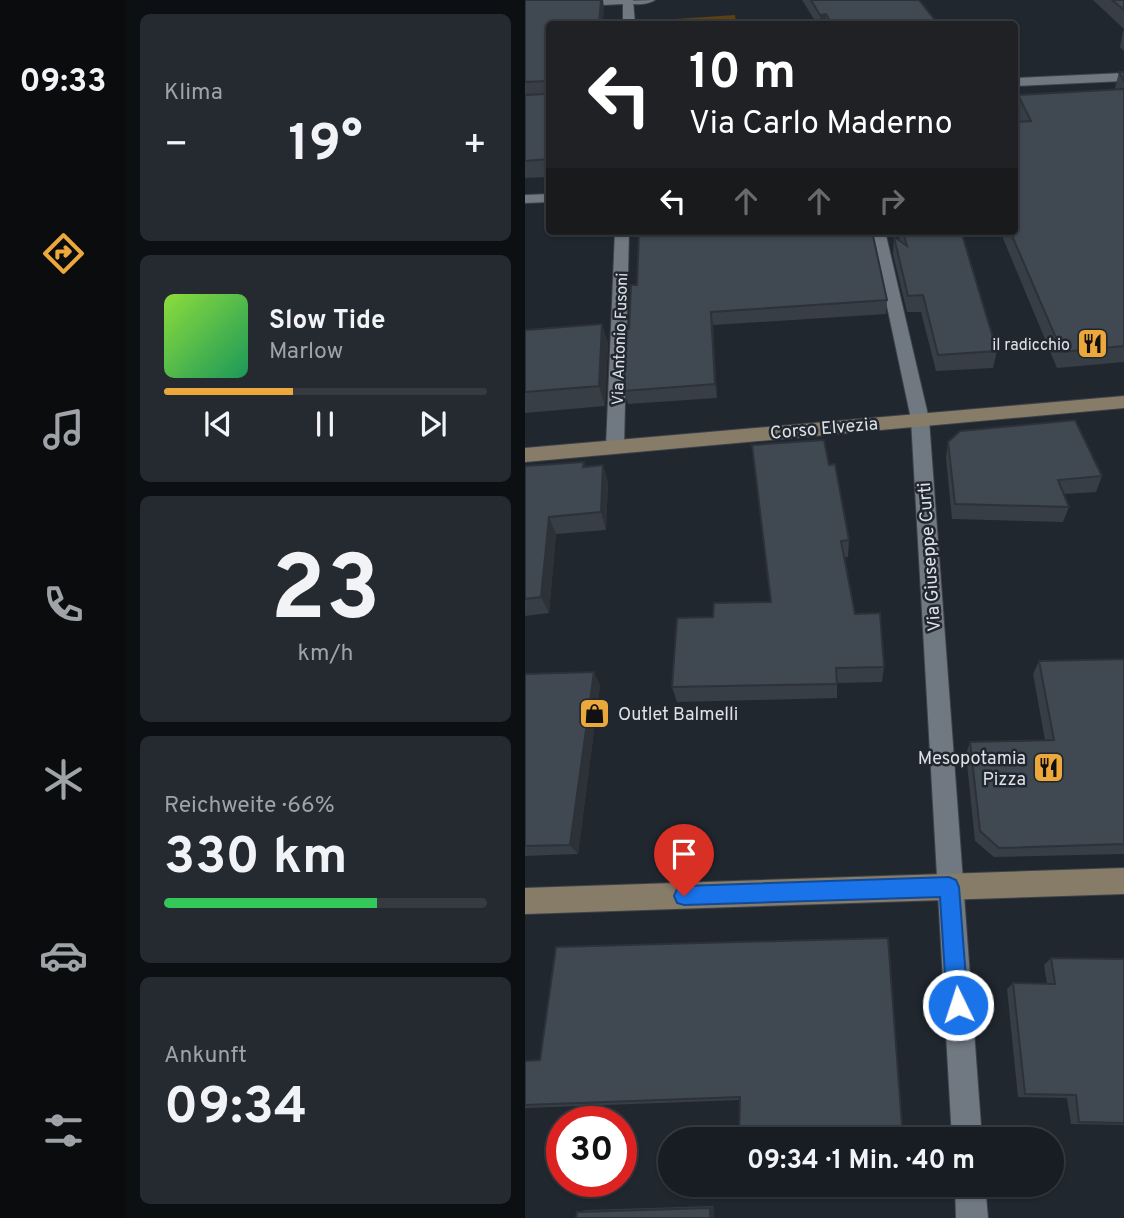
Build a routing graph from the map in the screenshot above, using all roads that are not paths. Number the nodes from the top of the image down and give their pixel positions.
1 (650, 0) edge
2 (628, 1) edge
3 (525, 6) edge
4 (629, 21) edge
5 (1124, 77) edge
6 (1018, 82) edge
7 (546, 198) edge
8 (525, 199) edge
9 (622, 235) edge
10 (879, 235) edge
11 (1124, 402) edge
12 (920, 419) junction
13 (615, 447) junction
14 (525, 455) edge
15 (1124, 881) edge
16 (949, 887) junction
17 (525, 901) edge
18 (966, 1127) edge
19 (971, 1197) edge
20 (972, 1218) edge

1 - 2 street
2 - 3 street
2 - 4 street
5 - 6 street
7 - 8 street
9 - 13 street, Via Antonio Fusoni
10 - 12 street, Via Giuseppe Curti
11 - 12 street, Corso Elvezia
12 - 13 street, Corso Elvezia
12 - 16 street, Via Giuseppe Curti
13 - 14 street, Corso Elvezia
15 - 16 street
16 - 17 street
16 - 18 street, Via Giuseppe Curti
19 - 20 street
-------
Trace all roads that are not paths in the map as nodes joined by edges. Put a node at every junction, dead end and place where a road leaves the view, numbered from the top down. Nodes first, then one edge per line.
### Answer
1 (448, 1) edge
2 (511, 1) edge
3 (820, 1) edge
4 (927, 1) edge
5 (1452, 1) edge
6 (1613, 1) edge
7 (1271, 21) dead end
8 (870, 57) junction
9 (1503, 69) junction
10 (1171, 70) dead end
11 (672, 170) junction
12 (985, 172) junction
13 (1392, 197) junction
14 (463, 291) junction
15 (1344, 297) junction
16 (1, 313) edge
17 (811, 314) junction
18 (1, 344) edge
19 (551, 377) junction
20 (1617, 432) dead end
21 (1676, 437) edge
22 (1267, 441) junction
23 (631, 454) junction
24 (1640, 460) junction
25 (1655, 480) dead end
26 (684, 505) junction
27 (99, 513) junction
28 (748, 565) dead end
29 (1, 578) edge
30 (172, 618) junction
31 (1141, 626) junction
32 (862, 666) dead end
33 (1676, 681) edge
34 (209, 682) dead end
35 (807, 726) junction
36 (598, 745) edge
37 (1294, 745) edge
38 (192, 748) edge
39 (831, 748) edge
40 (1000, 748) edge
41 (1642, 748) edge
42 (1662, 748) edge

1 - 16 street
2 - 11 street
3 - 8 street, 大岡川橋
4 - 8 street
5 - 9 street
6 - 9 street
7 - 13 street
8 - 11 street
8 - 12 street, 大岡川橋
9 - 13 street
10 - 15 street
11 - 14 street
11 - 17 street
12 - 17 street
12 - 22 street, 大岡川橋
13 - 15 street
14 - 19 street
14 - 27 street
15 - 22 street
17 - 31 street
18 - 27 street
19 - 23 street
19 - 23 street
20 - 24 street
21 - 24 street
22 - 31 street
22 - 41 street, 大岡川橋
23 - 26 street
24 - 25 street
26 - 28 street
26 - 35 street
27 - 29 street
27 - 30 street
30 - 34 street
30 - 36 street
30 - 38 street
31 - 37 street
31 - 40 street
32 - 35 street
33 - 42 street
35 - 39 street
-------
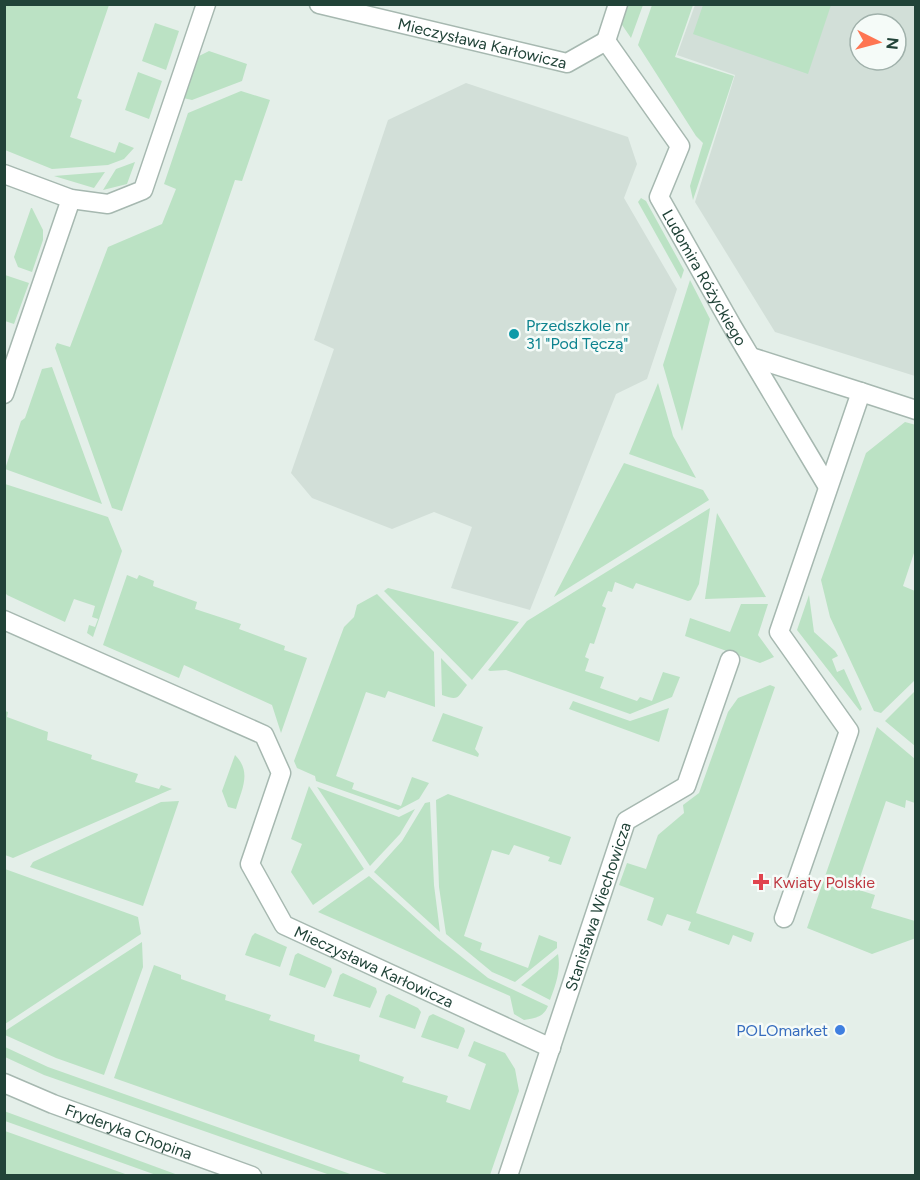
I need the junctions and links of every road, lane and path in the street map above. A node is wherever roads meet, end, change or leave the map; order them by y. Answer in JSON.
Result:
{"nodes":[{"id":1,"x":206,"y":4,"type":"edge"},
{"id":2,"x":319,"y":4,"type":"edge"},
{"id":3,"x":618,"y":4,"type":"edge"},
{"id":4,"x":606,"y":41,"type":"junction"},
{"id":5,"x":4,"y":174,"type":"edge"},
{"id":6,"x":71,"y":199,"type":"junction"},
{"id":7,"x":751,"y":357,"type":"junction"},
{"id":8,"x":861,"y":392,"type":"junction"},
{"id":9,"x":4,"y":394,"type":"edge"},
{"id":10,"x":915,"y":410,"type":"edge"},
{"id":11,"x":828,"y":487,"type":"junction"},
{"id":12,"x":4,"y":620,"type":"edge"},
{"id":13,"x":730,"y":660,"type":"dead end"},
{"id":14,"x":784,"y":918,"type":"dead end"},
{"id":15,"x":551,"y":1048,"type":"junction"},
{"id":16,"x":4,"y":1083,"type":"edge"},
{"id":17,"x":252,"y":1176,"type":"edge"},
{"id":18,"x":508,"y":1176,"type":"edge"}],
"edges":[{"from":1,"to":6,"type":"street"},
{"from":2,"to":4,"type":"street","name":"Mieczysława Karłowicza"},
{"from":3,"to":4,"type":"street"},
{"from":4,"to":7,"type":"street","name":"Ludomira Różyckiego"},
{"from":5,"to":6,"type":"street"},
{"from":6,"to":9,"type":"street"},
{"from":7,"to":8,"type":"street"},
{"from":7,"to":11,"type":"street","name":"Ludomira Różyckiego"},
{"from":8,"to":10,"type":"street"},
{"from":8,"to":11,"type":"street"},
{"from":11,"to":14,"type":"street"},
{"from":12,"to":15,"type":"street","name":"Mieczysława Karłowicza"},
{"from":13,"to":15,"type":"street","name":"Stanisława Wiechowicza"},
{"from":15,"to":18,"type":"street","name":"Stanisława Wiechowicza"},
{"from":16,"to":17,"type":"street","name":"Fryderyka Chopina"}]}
-------
** ACTIVITY **
For each line of the data that includes the word "every", return a copy of it.

** WRITTEN ANSWER **
Trace all roads that are not paths in the map as nodes joined by edges. Put a node at every junction, dead end and place where a road leaves the view, numbered from the top down. Nodes first, then one edge per line.
I need the junctions and links of every road, lane and path in the street map above. A node is wherever roads meet, end, change or leave the map; order them by y. Answer in JSON.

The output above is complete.